(How to complete this task) Which lines in the listing below contain "VIEIRA"? Copy each of them.

(Data listing)
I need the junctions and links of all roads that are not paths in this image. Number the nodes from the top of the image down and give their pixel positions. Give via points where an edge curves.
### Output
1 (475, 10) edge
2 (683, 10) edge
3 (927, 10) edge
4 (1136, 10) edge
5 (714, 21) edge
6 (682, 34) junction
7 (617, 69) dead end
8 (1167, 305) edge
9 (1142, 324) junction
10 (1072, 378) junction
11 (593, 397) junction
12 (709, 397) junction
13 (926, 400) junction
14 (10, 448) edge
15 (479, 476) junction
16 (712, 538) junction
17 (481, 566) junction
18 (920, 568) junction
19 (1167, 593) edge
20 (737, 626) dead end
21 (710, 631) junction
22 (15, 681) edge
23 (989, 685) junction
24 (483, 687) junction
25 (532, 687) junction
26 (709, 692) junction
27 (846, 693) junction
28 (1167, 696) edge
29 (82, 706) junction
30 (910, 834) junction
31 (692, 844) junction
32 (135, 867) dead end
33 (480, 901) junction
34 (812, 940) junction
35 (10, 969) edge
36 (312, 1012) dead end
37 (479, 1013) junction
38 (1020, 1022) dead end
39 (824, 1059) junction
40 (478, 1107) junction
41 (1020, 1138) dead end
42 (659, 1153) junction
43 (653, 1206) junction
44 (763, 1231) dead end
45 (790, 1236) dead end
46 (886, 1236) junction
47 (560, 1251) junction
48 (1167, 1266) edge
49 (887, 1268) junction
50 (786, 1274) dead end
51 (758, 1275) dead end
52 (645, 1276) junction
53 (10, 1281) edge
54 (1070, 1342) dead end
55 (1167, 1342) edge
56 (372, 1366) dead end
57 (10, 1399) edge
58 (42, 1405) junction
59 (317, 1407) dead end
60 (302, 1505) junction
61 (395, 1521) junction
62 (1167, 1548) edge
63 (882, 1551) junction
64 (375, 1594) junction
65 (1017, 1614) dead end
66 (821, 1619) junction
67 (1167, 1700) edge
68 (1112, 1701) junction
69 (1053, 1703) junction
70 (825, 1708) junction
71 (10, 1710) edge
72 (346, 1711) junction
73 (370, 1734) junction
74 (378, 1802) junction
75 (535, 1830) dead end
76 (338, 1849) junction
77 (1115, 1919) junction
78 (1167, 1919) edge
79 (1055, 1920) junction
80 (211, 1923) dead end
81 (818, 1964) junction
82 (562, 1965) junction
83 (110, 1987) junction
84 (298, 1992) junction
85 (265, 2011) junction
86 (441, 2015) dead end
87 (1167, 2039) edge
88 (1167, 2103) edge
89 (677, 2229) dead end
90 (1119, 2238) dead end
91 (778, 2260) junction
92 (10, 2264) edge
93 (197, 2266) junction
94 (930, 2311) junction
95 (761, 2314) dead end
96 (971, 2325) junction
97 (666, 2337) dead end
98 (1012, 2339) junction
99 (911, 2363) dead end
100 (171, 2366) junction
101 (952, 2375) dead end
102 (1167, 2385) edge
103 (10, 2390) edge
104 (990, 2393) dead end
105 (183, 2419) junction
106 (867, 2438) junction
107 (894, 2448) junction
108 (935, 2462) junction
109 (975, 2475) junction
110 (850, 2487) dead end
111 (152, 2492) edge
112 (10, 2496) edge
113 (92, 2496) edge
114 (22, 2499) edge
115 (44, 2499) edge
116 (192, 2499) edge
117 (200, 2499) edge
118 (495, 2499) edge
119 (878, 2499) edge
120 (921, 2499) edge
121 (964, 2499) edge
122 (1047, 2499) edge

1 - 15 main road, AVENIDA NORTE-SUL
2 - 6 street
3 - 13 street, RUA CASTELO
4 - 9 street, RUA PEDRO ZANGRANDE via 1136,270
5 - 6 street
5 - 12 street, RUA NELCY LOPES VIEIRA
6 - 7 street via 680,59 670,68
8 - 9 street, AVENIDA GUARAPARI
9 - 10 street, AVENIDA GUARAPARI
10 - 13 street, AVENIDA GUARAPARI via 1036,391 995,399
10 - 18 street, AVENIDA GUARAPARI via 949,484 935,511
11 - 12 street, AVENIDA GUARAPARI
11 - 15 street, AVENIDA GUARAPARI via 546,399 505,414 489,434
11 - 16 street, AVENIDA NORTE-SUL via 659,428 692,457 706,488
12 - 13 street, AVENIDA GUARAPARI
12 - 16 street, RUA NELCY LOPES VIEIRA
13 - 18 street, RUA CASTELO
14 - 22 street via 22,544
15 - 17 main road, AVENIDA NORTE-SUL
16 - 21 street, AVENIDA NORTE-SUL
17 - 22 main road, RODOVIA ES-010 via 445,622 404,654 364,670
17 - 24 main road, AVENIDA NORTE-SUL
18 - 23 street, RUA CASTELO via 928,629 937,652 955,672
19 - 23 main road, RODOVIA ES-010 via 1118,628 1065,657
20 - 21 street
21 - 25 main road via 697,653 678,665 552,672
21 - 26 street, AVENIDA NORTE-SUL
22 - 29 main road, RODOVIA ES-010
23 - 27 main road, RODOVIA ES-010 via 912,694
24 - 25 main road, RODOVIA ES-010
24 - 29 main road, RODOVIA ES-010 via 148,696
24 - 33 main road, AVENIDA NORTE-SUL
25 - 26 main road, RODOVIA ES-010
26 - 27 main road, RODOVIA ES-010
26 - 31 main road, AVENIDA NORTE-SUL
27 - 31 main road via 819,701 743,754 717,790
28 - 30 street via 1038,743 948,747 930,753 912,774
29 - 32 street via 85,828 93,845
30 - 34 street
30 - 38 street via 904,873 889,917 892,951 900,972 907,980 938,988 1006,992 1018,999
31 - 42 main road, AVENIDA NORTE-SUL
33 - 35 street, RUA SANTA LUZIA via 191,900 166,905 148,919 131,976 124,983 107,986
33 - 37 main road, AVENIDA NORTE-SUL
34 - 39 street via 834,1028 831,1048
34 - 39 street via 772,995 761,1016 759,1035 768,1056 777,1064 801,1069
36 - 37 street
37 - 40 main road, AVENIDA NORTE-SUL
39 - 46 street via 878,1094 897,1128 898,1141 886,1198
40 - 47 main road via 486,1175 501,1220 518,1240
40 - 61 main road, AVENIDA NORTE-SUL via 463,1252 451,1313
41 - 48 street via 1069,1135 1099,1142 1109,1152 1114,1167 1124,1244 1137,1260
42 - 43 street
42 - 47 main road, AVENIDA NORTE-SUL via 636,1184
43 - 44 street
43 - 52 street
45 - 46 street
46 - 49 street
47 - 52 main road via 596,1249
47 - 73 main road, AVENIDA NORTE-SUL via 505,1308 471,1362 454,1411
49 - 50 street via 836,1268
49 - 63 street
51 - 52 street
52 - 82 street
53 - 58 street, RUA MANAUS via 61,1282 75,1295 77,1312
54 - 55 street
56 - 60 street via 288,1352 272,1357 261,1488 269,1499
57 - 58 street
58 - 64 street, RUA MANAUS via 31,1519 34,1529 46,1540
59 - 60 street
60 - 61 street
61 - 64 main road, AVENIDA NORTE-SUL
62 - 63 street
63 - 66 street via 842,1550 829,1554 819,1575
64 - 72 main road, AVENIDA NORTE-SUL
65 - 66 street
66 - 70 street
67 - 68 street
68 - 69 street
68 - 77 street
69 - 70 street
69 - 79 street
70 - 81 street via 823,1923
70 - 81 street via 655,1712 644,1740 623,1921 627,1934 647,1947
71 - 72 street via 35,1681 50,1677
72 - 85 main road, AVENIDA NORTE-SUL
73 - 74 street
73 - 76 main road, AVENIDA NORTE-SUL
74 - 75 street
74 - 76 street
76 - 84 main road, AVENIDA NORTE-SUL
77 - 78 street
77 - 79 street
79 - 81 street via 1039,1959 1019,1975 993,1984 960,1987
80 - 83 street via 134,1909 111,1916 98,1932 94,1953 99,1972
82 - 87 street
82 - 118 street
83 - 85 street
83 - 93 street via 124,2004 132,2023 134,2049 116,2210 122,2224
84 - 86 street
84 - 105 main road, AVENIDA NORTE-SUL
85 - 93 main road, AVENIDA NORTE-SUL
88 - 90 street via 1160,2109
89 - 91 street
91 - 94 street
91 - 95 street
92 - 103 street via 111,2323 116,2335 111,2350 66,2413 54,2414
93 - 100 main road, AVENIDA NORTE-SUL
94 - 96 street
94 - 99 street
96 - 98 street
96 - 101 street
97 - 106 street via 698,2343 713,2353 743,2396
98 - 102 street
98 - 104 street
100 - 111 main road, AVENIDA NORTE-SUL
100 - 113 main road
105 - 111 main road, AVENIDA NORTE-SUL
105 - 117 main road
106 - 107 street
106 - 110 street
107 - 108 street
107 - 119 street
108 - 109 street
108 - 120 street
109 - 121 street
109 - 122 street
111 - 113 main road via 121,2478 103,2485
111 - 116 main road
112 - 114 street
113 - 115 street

(Your response)
5 - 12 street, RUA NELCY LOPES VIEIRA
12 - 16 street, RUA NELCY LOPES VIEIRA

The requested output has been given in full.